See what Norgaard had to say about it in his 1995 book, Development Betrayed: http://www.swaraj.org/shikshantar/norgaard.html

Once you have digested OMUMA, you will have some tools to address the failings of traditional engineering approaches to ecological problems.  Some engineers are beginning to wake up, but many  need to hear from those of us who know the whole is often greater than the sum of their parts, systems are seldom mechanical, universal principles are wholly dependent on context, systems cannot be understood apart from the past effect of our values on those systems, and any one view of reality is inescapably partial.

It’s a hard sell, you’ll find out.  Nearly all who need to appreciate the destruction wrought by OMUMA are immersed in the sound bites which pass for wisdom in today’s dominant cultures.  No politician can admit he doesn’t have all the answers.
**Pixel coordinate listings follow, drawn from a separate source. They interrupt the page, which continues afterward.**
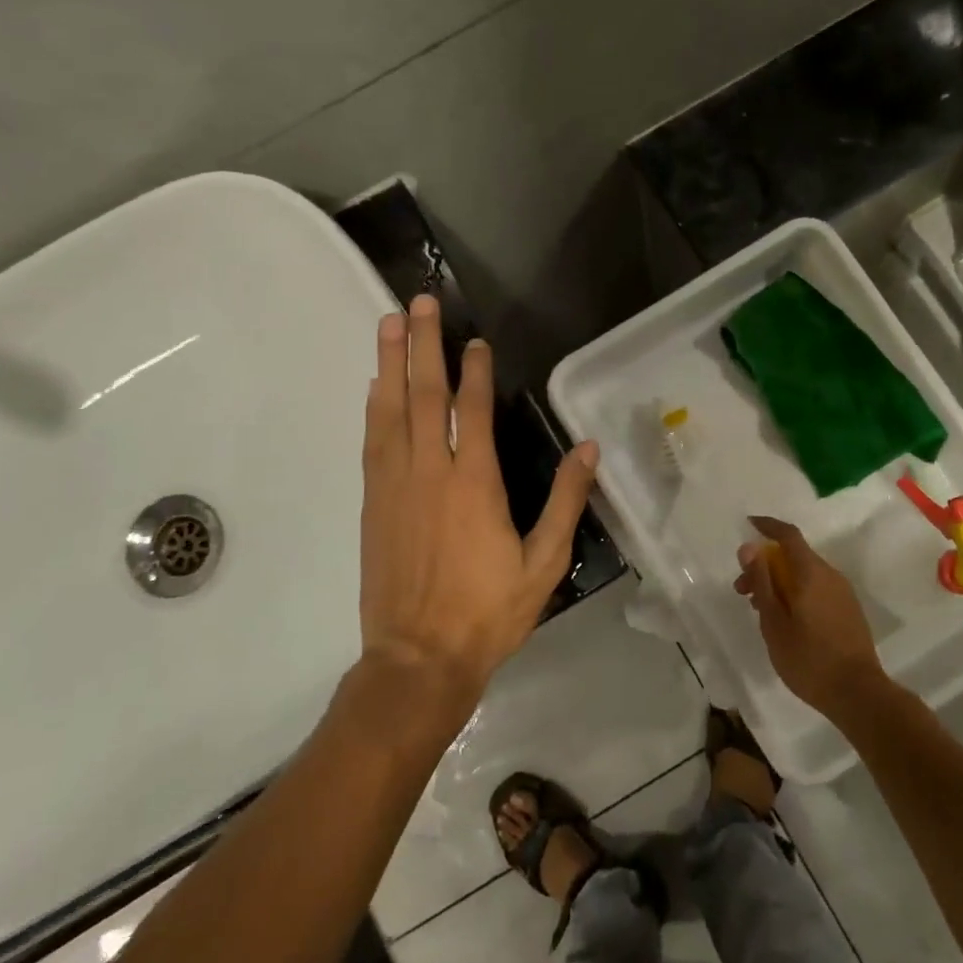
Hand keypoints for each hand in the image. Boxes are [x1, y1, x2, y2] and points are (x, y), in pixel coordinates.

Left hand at [359, 296, 598, 699]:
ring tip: (389, 324)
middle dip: (423, 345)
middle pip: (424, 396)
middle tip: (419, 303)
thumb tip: (589, 449)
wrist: (417, 659)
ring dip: (390, 364)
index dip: (474, 370)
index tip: (476, 340)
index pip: (473, 411)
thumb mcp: (544, 564)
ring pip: (390, 411)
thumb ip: (565, 502)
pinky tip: (376, 386)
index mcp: (475, 484)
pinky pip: (373, 442)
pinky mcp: (373, 503)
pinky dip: (374, 408)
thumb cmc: (488, 613)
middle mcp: (430, 473)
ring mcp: (395, 485)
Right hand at [734, 516, 888, 722]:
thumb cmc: (809, 659)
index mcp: (811, 573)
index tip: (747, 525)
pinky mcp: (848, 611)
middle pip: (794, 556)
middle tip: (742, 590)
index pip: (788, 535)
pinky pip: (817, 589)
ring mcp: (843, 593)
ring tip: (760, 609)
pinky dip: (796, 592)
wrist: (859, 694)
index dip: (767, 526)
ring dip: (779, 581)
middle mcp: (830, 575)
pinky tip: (785, 619)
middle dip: (765, 564)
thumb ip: (762, 581)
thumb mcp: (774, 622)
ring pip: (805, 574)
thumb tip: (750, 547)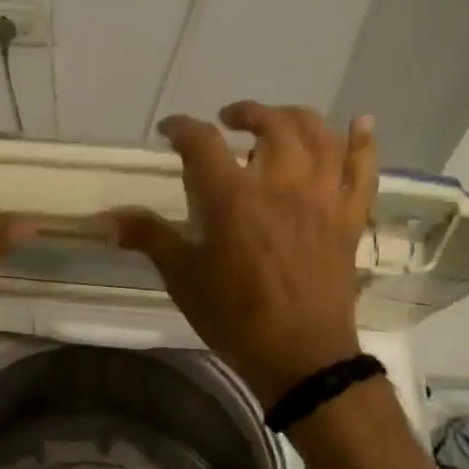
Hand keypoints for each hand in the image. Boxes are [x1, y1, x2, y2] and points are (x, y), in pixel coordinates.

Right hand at [111, 102, 376, 406]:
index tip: (169, 129)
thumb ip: (149, 238)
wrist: (300, 356)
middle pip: (271, 124)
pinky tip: (361, 123)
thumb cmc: (235, 317)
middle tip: (229, 120)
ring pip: (319, 135)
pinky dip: (363, 142)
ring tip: (279, 121)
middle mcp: (281, 184)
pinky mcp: (349, 217)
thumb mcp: (183, 277)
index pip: (203, 142)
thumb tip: (105, 219)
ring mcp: (322, 198)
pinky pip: (363, 169)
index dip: (182, 127)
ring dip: (297, 117)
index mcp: (233, 197)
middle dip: (247, 113)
This first step is required before you can ever learn to run away from OMUMA.

Atomism: Systems consist of unchanging parts and are simply the sum of their parts. Holism: Parts cannot be understood apart from their wholes and wholes are different from the sum of their parts.
Mechanism: Relationships between parts are fixed, systems move smoothly from one equilibrium to another, and changes are reversible, Systems might be mechanical, but they might also be deterministic yet not predictable or smooth because they are chaotic or simply very discontinuous. Systems can also be evolutionary.
Universalism: Diverse, complex phenomena are the result of underlying universal principles which are few in number and unchanging over time and space. Contextualism: Phenomena are contingent upon a large number of factors particular to the time and place. Similar phenomena might well occur in different times and places due to widely different factors.
Objectivism: We can stand apart from what we are trying to understand. Subjectivism: Systems cannot be understood apart from us and our activities, our values, and how we have known and hence acted upon systems in the past.
Monism: Our separate individual ways of understanding complex systems are merging into a coherent whole. Pluralism: Complex systems can only be known through alternate patterns of thinking which are necessarily simplifications of reality.